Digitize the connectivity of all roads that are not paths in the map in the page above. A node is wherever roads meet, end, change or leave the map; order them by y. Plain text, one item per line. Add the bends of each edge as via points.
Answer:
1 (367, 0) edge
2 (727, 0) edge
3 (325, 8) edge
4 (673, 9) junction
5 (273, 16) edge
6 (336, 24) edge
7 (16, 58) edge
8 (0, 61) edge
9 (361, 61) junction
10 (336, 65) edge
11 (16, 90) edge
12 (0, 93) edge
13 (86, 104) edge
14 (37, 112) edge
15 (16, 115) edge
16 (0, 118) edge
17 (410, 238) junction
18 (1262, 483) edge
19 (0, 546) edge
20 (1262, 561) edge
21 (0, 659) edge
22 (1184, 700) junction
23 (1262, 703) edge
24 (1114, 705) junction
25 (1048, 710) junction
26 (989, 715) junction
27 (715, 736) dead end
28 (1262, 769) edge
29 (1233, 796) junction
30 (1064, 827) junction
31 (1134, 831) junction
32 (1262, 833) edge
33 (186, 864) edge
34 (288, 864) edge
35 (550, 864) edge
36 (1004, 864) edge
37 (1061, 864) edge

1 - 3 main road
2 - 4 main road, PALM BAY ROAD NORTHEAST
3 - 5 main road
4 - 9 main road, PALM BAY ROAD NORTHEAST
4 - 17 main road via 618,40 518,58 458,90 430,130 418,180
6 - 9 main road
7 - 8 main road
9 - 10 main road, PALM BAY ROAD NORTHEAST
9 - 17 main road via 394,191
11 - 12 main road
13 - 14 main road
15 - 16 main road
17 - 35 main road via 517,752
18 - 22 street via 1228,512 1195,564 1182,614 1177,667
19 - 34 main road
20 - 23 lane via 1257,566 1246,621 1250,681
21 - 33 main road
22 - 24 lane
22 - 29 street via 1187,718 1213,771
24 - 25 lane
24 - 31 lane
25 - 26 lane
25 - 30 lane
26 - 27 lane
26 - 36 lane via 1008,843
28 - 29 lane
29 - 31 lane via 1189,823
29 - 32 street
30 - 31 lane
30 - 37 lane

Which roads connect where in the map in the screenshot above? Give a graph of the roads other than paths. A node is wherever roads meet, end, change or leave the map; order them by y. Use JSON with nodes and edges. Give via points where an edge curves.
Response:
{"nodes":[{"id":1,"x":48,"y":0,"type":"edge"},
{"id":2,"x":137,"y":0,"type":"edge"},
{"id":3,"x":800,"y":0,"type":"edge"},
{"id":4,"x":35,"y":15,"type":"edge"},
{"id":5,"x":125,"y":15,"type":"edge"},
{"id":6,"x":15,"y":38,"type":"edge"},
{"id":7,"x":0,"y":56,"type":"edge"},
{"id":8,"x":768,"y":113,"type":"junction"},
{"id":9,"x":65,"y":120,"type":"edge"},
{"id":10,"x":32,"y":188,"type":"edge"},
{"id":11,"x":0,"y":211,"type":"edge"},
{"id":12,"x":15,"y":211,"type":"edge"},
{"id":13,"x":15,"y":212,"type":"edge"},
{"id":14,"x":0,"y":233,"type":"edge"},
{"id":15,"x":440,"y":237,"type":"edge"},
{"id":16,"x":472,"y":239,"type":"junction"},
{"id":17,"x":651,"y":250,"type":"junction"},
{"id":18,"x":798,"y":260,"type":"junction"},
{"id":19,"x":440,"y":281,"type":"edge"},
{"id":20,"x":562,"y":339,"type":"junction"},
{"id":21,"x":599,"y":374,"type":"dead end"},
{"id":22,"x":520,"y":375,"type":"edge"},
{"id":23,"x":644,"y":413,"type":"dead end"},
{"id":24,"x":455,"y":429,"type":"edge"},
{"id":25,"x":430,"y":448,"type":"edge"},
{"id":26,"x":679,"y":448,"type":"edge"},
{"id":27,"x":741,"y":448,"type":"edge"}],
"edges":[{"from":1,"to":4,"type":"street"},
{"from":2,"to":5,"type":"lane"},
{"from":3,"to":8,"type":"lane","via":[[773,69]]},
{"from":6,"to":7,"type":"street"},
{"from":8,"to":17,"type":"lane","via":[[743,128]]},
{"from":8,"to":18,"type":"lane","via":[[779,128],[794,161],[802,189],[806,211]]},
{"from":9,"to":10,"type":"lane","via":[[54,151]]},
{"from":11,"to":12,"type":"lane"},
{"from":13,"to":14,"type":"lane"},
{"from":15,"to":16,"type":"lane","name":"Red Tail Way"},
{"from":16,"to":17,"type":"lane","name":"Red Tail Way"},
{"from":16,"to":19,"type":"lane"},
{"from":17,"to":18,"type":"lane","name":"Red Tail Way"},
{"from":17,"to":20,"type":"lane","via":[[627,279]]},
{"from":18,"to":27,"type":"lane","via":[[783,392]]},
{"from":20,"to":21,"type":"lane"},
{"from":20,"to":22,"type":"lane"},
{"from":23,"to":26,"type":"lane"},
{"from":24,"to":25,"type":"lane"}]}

Activity
Among the entries above, how many lines have the string "nodes" in them? Only the number should be given.

Solution to the problem
2